• [What is needed]:
The records follow. Copy them exactly, but omit the pictures.
[Material to process — start]
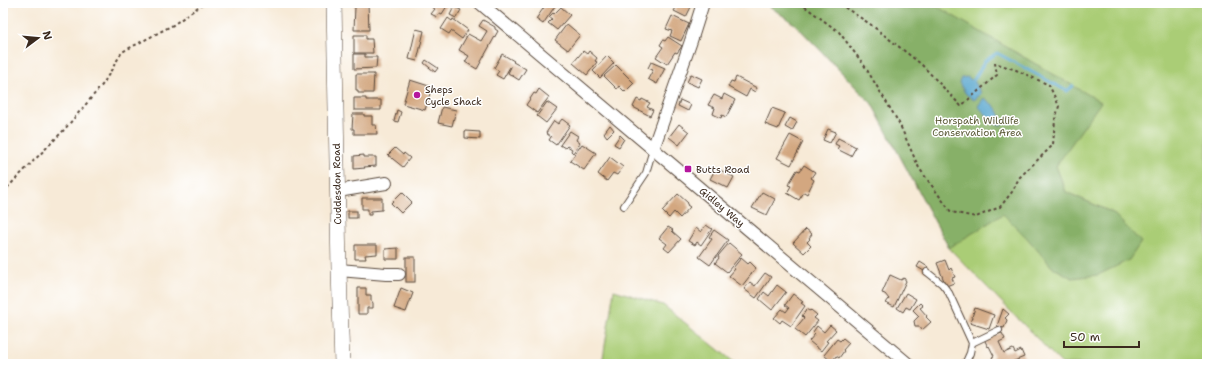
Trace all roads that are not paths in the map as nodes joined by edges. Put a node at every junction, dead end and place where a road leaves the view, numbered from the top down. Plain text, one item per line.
1 (334, 3) edge
2 (480, 3) edge
3 (703, 3) edge
4 (653, 149) junction
5 (386, 183) dead end
6 (338, 191) junction
7 (624, 206) dead end
8 (339, 270) junction
9 (927, 272) dead end
10 (399, 274) dead end
11 (998, 330) dead end
12 (972, 344) junction
13 (342, 364) edge
14 (908, 364) edge
15 (965, 364) edge

1 - 6 street, Cuddesdon Road
2 - 4 street, Gidley Way
3 - 4 street
4 - 7 lane
4 - 14 street, Gidley Way
5 - 6 street
6 - 8 street, Cuddesdon Road
8 - 10 street
8 - 13 street, Cuddesdon Road
9 - 12 lane
11 - 12 lane
12 - 15 lane

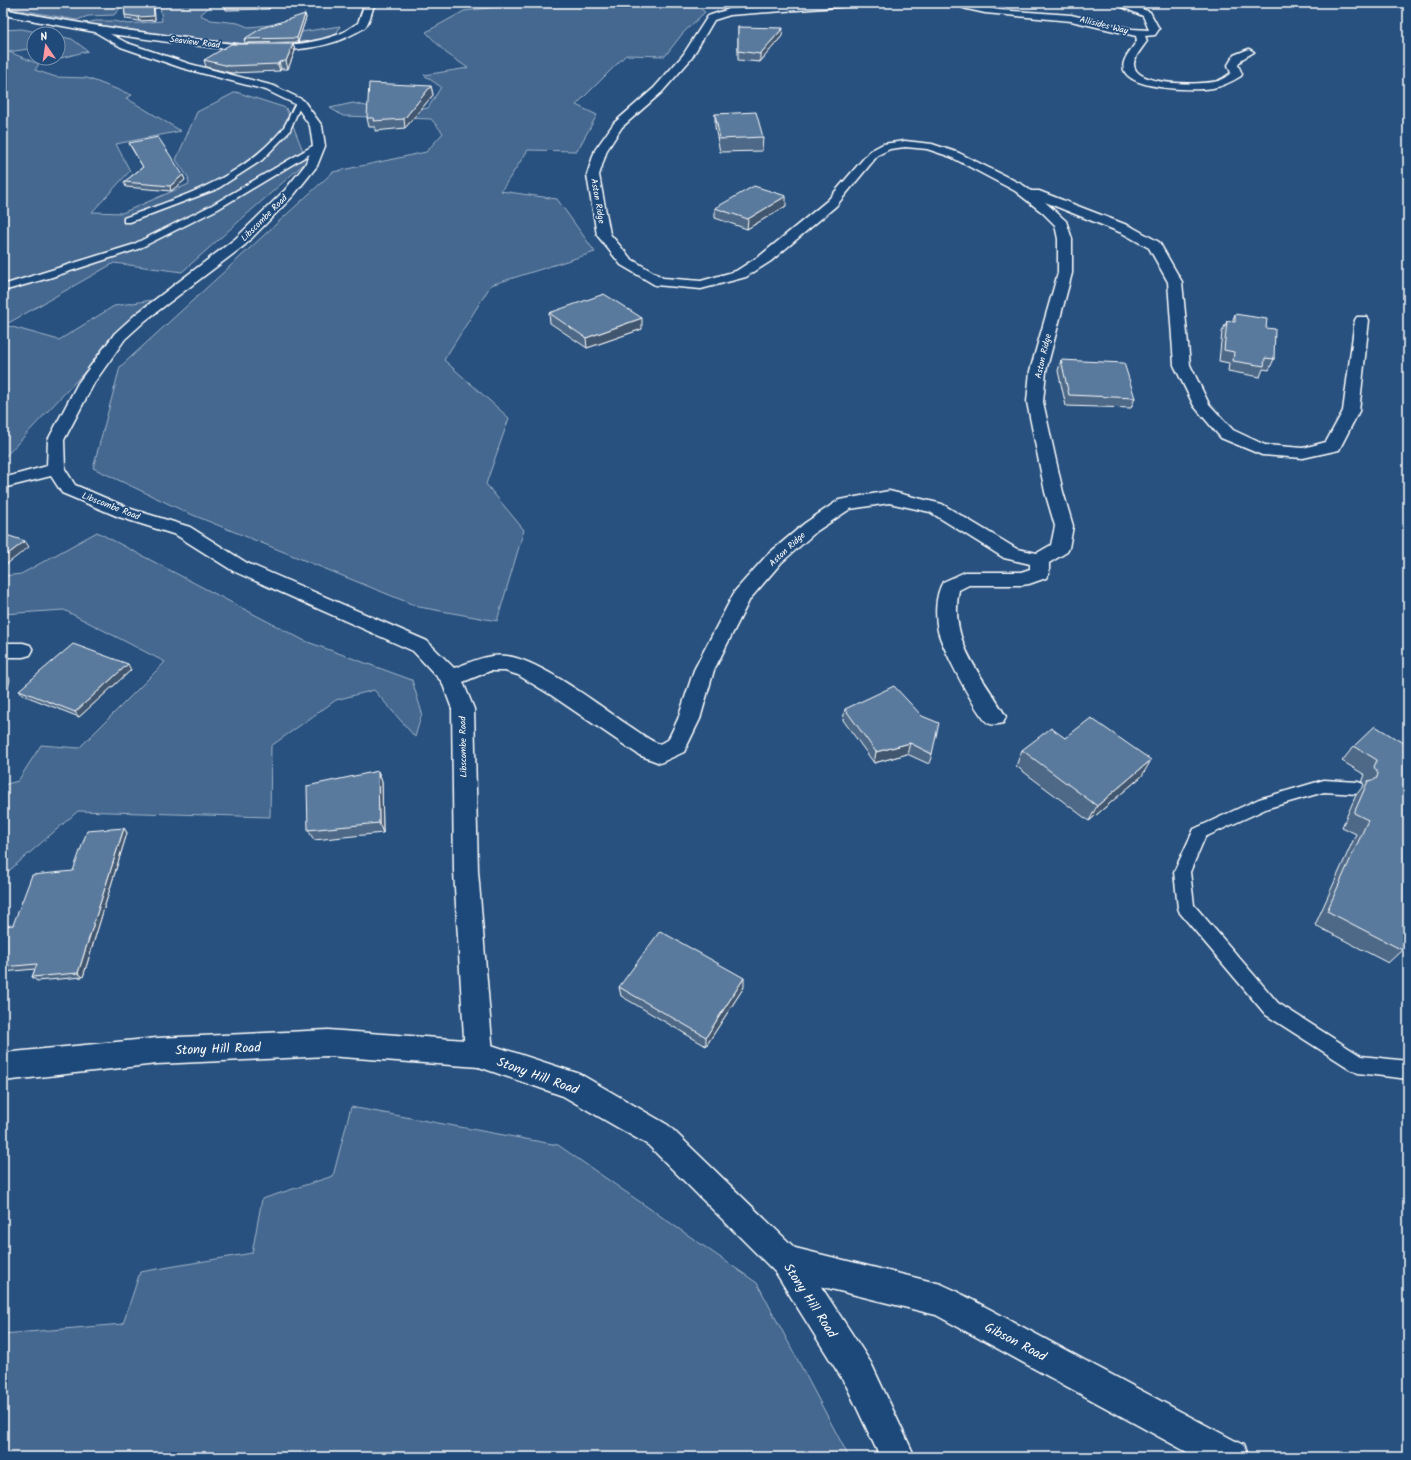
[Material to process — finish]
• [Solution]:
Trace all roads that are not paths in the map as nodes joined by edges. Put a node at every junction, dead end and place where a road leaves the view, numbered from the top down. Plain text, one item per line.
1 (334, 3) edge
2 (480, 3) edge
3 (703, 3) edge
4 (653, 149) junction
5 (386, 183) dead end
6 (338, 191) junction
7 (624, 206) dead end
8 (339, 270) junction
9 (927, 272) dead end
10 (399, 274) dead end
11 (998, 330) dead end
12 (972, 344) junction
13 (342, 364) edge
14 (908, 364) edge
15 (965, 364) edge

1 - 6 street, Cuddesdon Road
2 - 4 street, Gidley Way
3 - 4 street
4 - 7 lane
4 - 14 street, Gidley Way
5 - 6 street
6 - 8 street, Cuddesdon Road
8 - 10 street
8 - 13 street, Cuddesdon Road
9 - 12 lane
11 - 12 lane
12 - 15 lane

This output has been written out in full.